Pakistan Journal of Medicine and Dentistry (May 2024)
Association of NOTCH4 Gene Polymorphism with the Susceptibility to Psoriasis Vulgaris in Pakistan
Abstract
Background: Psoriasis Vulgaris (PsV) is one of the most severe chronic, immune mediated skin diseases. The Notch signaling pathway, a key regulator for epidermal renewal, contributes in differentiation, proliferation and survival of keratinocytes. Alterations in the NOTCH4 gene disrupts Notch pathway. The current study aimed to find out the association of NOTCH4 gene polymorphism(s) in Pakistani psoriatic patients.

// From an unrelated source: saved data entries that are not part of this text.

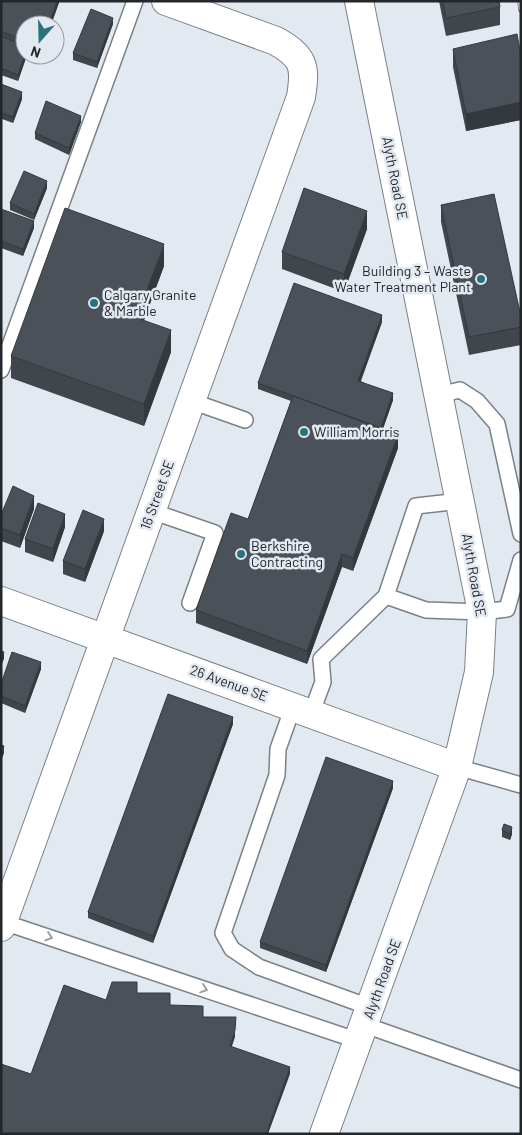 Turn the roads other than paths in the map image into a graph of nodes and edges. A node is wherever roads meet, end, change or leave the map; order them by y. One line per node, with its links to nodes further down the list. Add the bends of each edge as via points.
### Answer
1 (135, 1): 4 (lane)
2 (166, 1): 6 (street, 16 Street SE, via 276,41 292,50 302,62 304,78 301,97)
3 (359, 1): 5 (street, Alyth Road SE)
4 (1, 370)
5 (439, 395): 8 (street, Alyth Road SE); 10 (lane, via 460,390 477,401 497,424)
6 (191, 401): 7 (lane); 9 (street, 16 Street SE)
7 (245, 420)
8 (460, 501): 12 (lane, via 416,506); 15 (street, Alyth Road SE)
9 (151, 511): 14 (lane, via 215,534); 16 (street, 16 Street SE)
10 (521, 534)
11 (521, 560): 15 (lane, via 507,609)
12 (386, 596): 15 (lane, via 426,610); 17 (lane, via 320,659 323,682)
13 (1, 601): 16 (street, 26 Avenue SE)
14 (190, 603)
15 (482, 612): 18 (street, Alyth Road SE, via 480,672)
16 (105, 638): 17 (street, 26 Avenue SE); 20 (street, 16 Street SE)
17 (302, 710): 18 (street, 26 Avenue SE); 21 (lane, via 278,748 277,775 223,933 232,949 259,967)
18 (457, 767): 19 (lane); 21 (street, Alyth Road SE)
19 (521, 785)
20 (2, 924): 21 (lane, one-way to 21)
21 (365, 1025): 22 (lane); 23 (street, Alyth Road SE)
22 (521, 1080)
23 (324, 1134) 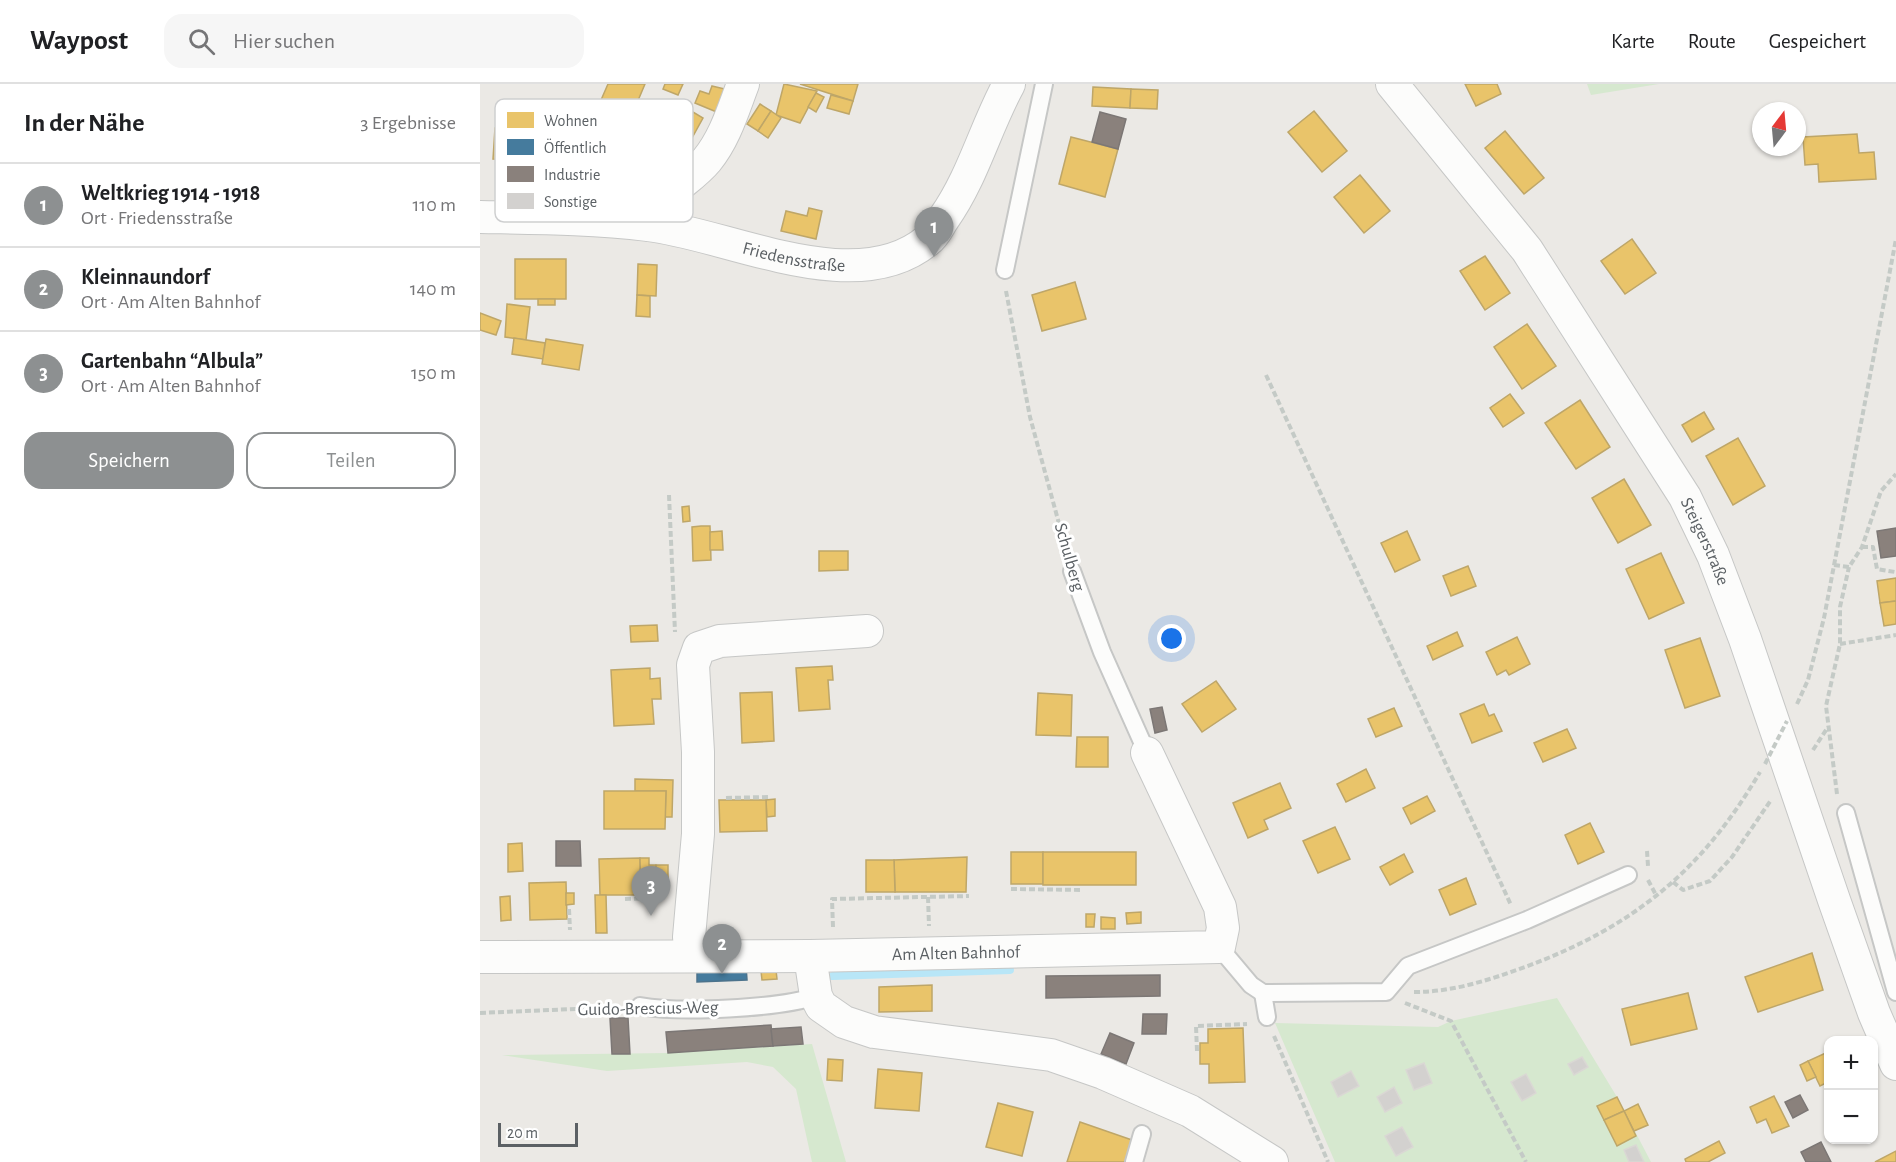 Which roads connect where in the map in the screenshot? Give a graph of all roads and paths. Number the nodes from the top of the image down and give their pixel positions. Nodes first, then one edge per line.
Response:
1 (743, 84) edge
2 (1010, 84) edge
3 (1044, 84) edge
4 (1407, 91) edge
5 (693, 172) edge
6 (480, 217) edge
7 (495, 218) edge
8 (586, 222) edge
9 (651, 222) edge
10 (650, 225) junction
11 (1896, 239) edge
12 (1895, 248) edge
13 (1005, 270) joint
14 (1266, 375) dead end
15 (1896, 474) edge
16 (669, 495) dead end
17 (1862, 548) junction
18 (1834, 565) junction
19 (1849, 567) junction
20 (1072, 571) joint
21 (1895, 572) edge
22 (867, 631) dead end
23 (1896, 635) edge
24 (1840, 644) junction
25 (699, 648) junction
26 (1828, 727) junction
27 (1818, 741) dead end
28 (1147, 753) joint
29 (1765, 764) dead end
30 (768, 797) dead end
31 (1772, 799) dead end
32 (698, 800) junction
33 (1845, 813) joint
34 (1628, 874) dead end
35 (1648, 881) dead end
36 (1673, 882) dead end
37 (1011, 889) dead end
38 (1083, 890) dead end
39 (1656, 895) dead end
40 (969, 896) dead end
41 (673, 898) dead end
42 (626, 899) dead end
43 (569, 909) dead end
44 (1520, 923) junction
45 (571, 938) dead end
46 (1219, 947) junction
47 (691, 956) junction
48 (822, 956) junction
49 (480, 957) edge
50 (1386, 992) junction
51 (1896, 992) edge
52 (1263, 993) junction
53 (816, 996) junction
54 (639, 1006) joint
55 (480, 1013) edge
56 (1259, 1020) junction
57 (1197, 1051) dead end
58 (1896, 1064) edge
59 (1142, 1134) dead end
60 (1134, 1162) edge
61 (1272, 1162) edge
62 (1328, 1162) edge
63 (1526, 1162) edge

1 - 5 street
2 - 10 street, Friedensstraße
3 - 13 lane
4 - 58 street, Steigerstraße
6 - 7 street, Friedensstraße
8 - 10 street, Friedensstraße
9 - 10 street
11 - 12 path
12 - 18 path
13 - 20 path, Schulberg
14 - 44 path
15 - 17 path
16 - 25 path
17 - 19 path
17 - 21 path
18 - 19 path
18 - 29 path, bridge
19 - 24 path
20 - 28 lane, Schulberg
22 - 25 street
23 - 24 path
24 - 26 path
25 - 32 street
26 - 27 path
26 - 33 path
28 - 46 street, Schulberg
30 - 32 path
31 - 36 path
32 - 47 street
33 - 51 lane
34 - 44 lane
35 - 39 path
37 - 38 path
40 - 48 path
41 - 42 path
43 - 45 path
44 - 50 lane
46 - 48 street, Am Alten Bahnhof
46 - 52 lane
47 - 48 street, Am Alten Bahnhof
47 - 49 street, Am Alten Bahnhof
48 - 53 street
50 - 52 lane
50 - 63 path
52 - 56 lane
53 - 54 lane, Guido-Brescius-Weg
53 - 61 street
54 - 55 path, Guido-Brescius-Weg
56 - 57 path
56 - 62 path
59 - 60 lane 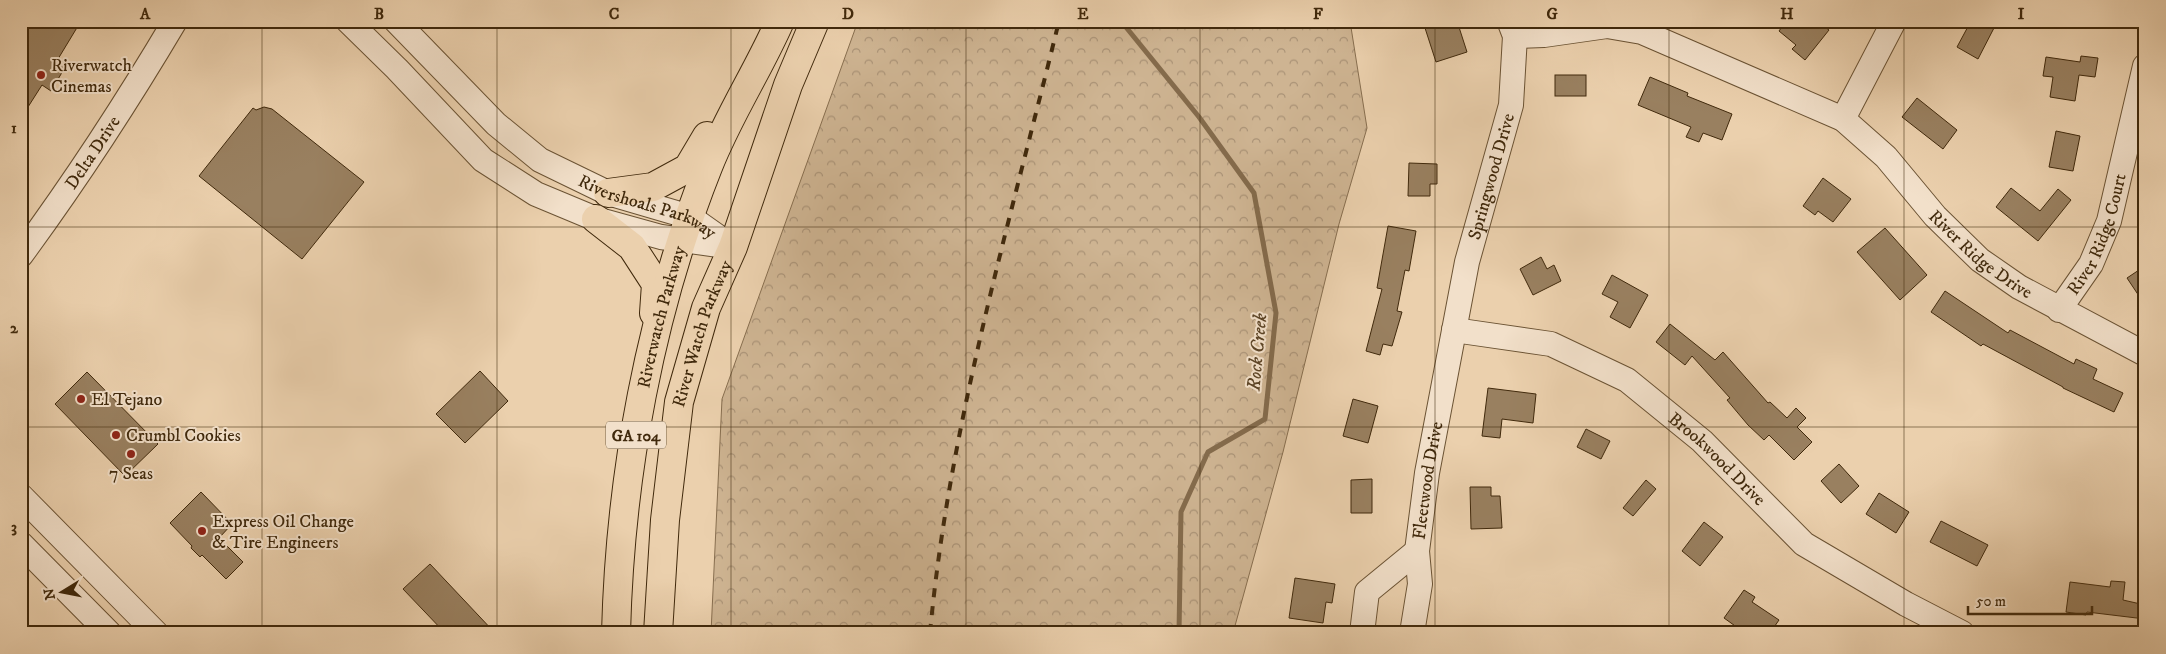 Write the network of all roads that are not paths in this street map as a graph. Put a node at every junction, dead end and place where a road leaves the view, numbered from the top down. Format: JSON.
{"nodes":[{"id":1,"x":174,"y":21,"type":"edge"},
{"id":2,"x":348,"y":21,"type":"edge"},
{"id":3,"x":396,"y":21,"type":"edge"},
{"id":4,"x":765,"y":21,"type":"edge"},
{"id":5,"x":780,"y":21,"type":"edge"},
{"id":6,"x":815,"y":21,"type":"edge"},
{"id":7,"x":1894,"y":21,"type":"edge"},
{"id":8,"x":1644,"y":27,"type":"edge"},
{"id":9,"x":1512,"y":29,"type":"edge"},
{"id":10,"x":2145,"y":66,"type":"edge"},
{"id":11,"x":1843,"y":119,"type":"junction"},
{"id":12,"x":608,"y":193,"type":"junction"},
{"id":13,"x":596,"y":219,"type":"junction"},
{"id":14,"x":685,"y":229,"type":"junction"},
{"id":15,"x":733,"y":247,"type":"junction"},
{"id":16,"x":21,"y":255,"type":"edge"},
{"id":17,"x":2058,"y":310,"type":"junction"},
{"id":18,"x":1454,"y":330,"type":"junction"},
{"id":19,"x":653,"y":346,"type":"junction"},
{"id":20,"x":2145,"y":354,"type":"edge"},
{"id":21,"x":21,"y":496,"type":"edge"},
{"id":22,"x":21,"y":544,"type":"edge"},
{"id":23,"x":1417,"y":551,"type":"junction"},
{"id":24,"x":109,"y":633,"type":"edge"},
{"id":25,"x":156,"y":633,"type":"edge"},
{"id":26,"x":616,"y":633,"type":"edge"},
{"id":27,"x":658,"y":633,"type":"edge"},
{"id":28,"x":1362,"y":633,"type":"edge"},
{"id":29,"x":1412,"y":633,"type":"edge"},
{"id":30,"x":1962,"y":633,"type":"edge"}],
"edges":[{"from":1,"to":16,"type":"street","name":"Delta Drive"},
{"from":2,"to":13,"type":"street","name":"Rivershoals Parkway"},
{"from":3,"to":12,"type":"street","name":"Rivershoals Parkway"},
{"from":4,"to":12,"type":"main road"},
{"from":5,"to":14,"type":"main road","name":"Riverwatch Parkway","number":"GA 104"},
{"from":6,"to":15,"type":"main road","number":"GA 104"},
{"from":7,"to":11,"type":"street"},
{"from":8,"to":9,"type":"street","name":"River Ridge Drive"},
{"from":8,"to":11,"type":"street","name":"River Ridge Drive"},
{"from":9,"to":18,"type":"street","name":"Springwood Drive"},
{"from":10,"to":17,"type":"street","name":"River Ridge Court"},
{"from":11,"to":17,"type":"street","name":"River Ridge Drive"},
{"from":12,"to":14,"type":"street","name":"Rivershoals Parkway"},
{"from":13,"to":14,"type":"street","name":"Rivershoals Parkway"},
{"from":13,"to":19,"type":"main road"},
{"from":14,"to":15,"type":"street","name":"Rivershoals Parkway"},
{"from":14,"to":19,"type":"main road","name":"Riverwatch Parkway","number":"GA 104"},
{"from":15,"to":27,"type":"main road","name":"River Watch Parkway","number":"GA 104"},
{"from":17,"to":20,"type":"street","name":"River Ridge Drive"},
{"from":18,"to":23,"type":"street","name":"Fleetwood Drive"},
{"from":18,"to":30,"type":"street","name":"Brookwood Drive"},
{"from":19,"to":26,"type":"main road","name":"Riverwatch Parkway","number":"GA 104"},
{"from":21,"to":25,"type":"street"},
{"from":22,"to":24,"type":"street"},
{"from":23,"to":28,"type":"street"},
{"from":23,"to":29,"type":"street","name":"Fleetwood Drive"}]} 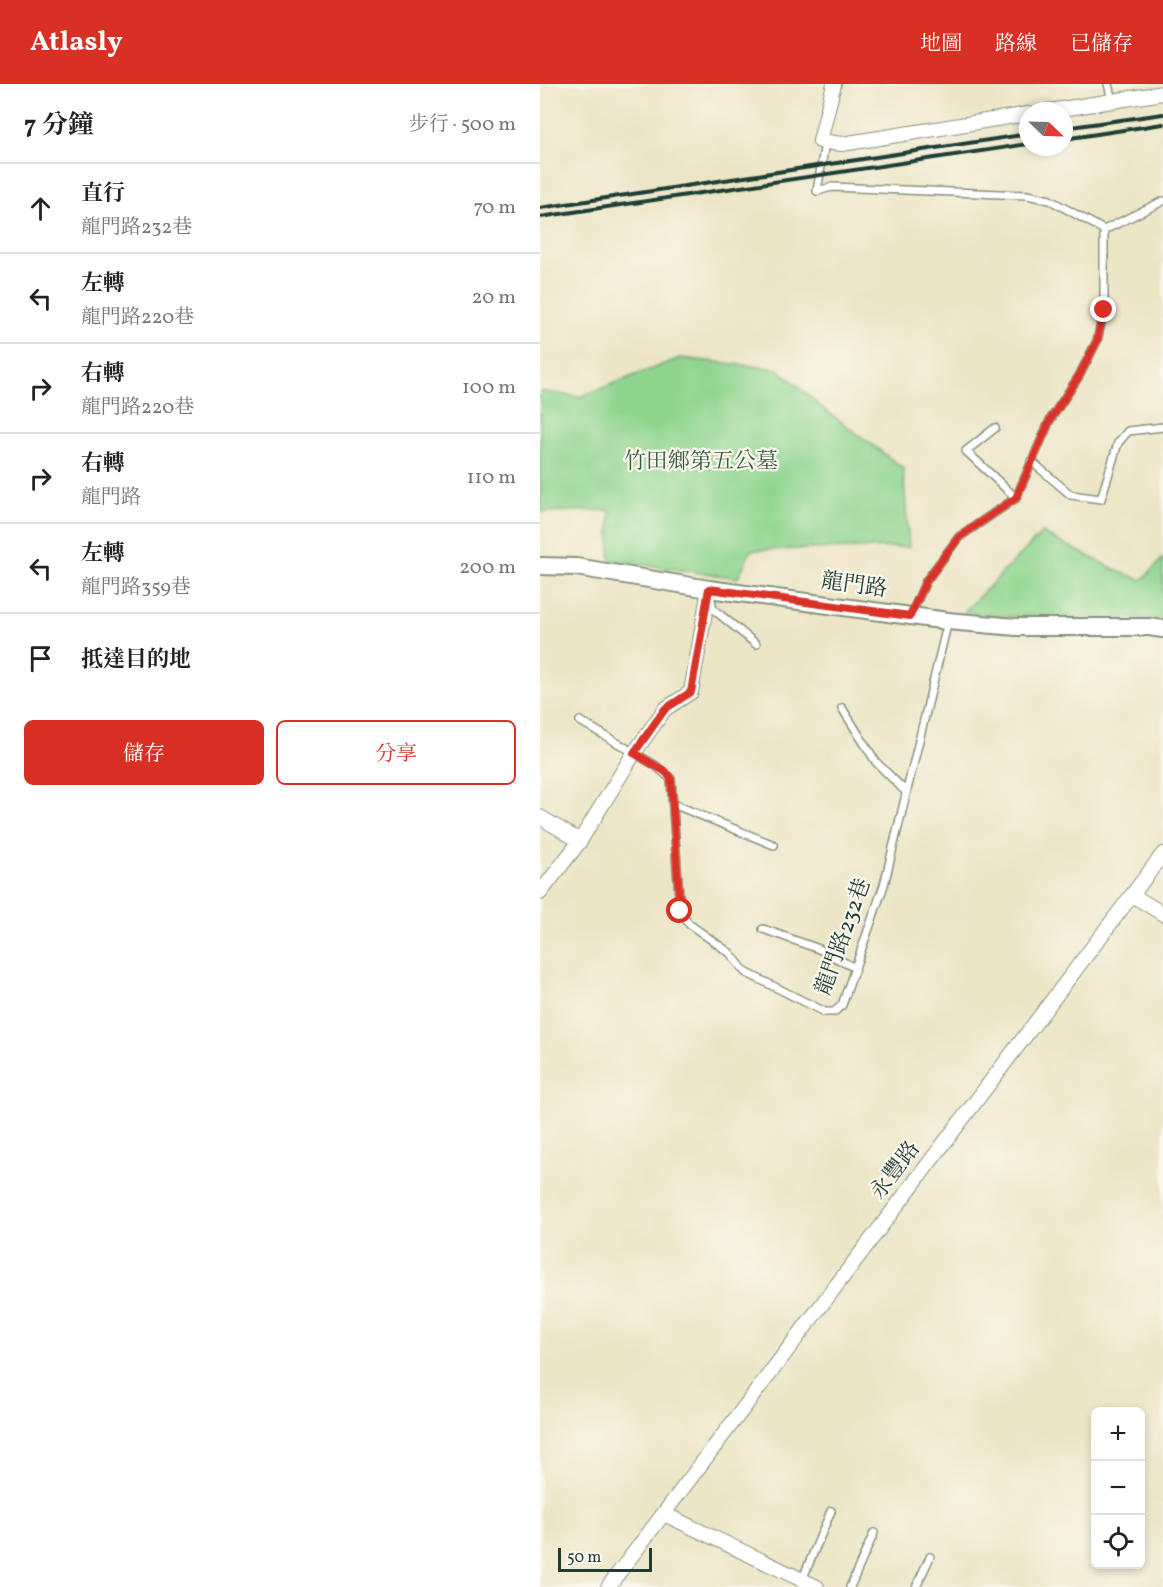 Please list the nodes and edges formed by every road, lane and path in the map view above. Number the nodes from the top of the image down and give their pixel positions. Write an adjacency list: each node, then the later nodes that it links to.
1 (834, 84): 7 (street)
2 (1108, 84): 4 (lane)
3 (1163, 93): 4 (street)
4 (1112, 101): 5 (street)
5 (1073, 107)
6 (1019, 115): 7 (street)
7 (825, 143): 9 (lane)
8 (1163, 201): 9 (lane)
9 (1104, 230): 12 (lane)
10 (1163, 427): 12 (lane)
11 (995, 429): 13 (lane)
12 (1031, 461): 13 (lane)
13 (1016, 498): 16 (lane)
14 (540, 566): 15 (street, 龍門路)
15 (709, 589): 16 (street, 龍門路); 19 (lane); 22 (street)
16 (910, 616): 17 (street, 龍門路)
17 (948, 621): 18 (street, 龍門路); 23 (lane, 龍門路232巷)
18 (1163, 629)
19 (756, 644)
20 (842, 708): 23 (lane)
21 (580, 721): 22 (lane, 龍門路232巷)
22 (634, 753): 24 (lane, 龍門路232巷); 26 (street)
23 (906, 792): 33 (lane, 龍門路232巷)
24 (672, 804): 27 (lane); 33 (lane, 龍門路232巷)
25 (540, 817): 26 (street)
26 (580, 841): 29 (street)
27 (774, 845)
28 (1163, 854): 30 (street, 永豐路)
29 (540, 893)
30 (1132, 895): 31 (street); 35 (street, 永豐路)
31 (1163, 914)
32 (763, 929): 33 (lane)
33 (855, 968)
34 (831, 1511): 38 (lane)
35 (664, 1514): 38 (street); 39 (street, 永豐路)
36 (874, 1533): 41 (lane)
37 (930, 1557): 42 (lane)
38 (802, 1580): 40 (street)
39 (608, 1587)
40 (817, 1587)
41 (850, 1587)
42 (916, 1587)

Methods: A case control study, 390 DNA samples (190 samples of Psoriasis Vulgaris and 200 healthy control individuals), from January-December 2019, were selected from Rawalpindi Leprosy Hospital and healthy population, respectively. For amplification of (rs387071) SNP of NOTCH4 gene, lab standard protocols for T-ARMS-PCR were followed. Frequencies of genotype and allele were calculated by using Hardy Weinberg theorem. Data were analyzed by using SPSS and p-value ≤0.05 was considered statistically significant. Results: The mean age of patients was 34.6±14 while among control subjects it was 32.8±10.0. In cases, genotype homozygous A/A119 (62.6%) was more prevalent, followed by heterozygous A/G171 (90%) while homozygous G/G19 (10%) was the least prevalent between cases and controls. Allele A frequency in diseased subjects was 0.76 while, for controls it was 0.78. In addition, allele G frequency in patients and controls was 0.24 and 0.22 respectively. Based on Hardy Weinberg equilibrium, no association of (rs387071) NOTCH4 gene with psoriasis cases was found. Conclusion: NOTCH4 gene (rs387071) polymorphism was not significantly associated with patients of psoriasis Vulgaris in Pakistan. Larger studies are required to establish ethnic-specific markers for psoriasis in Pakistani population. Keywords: Psoriasis Vulgaris; PCR; NOTCH4; Polymorphism.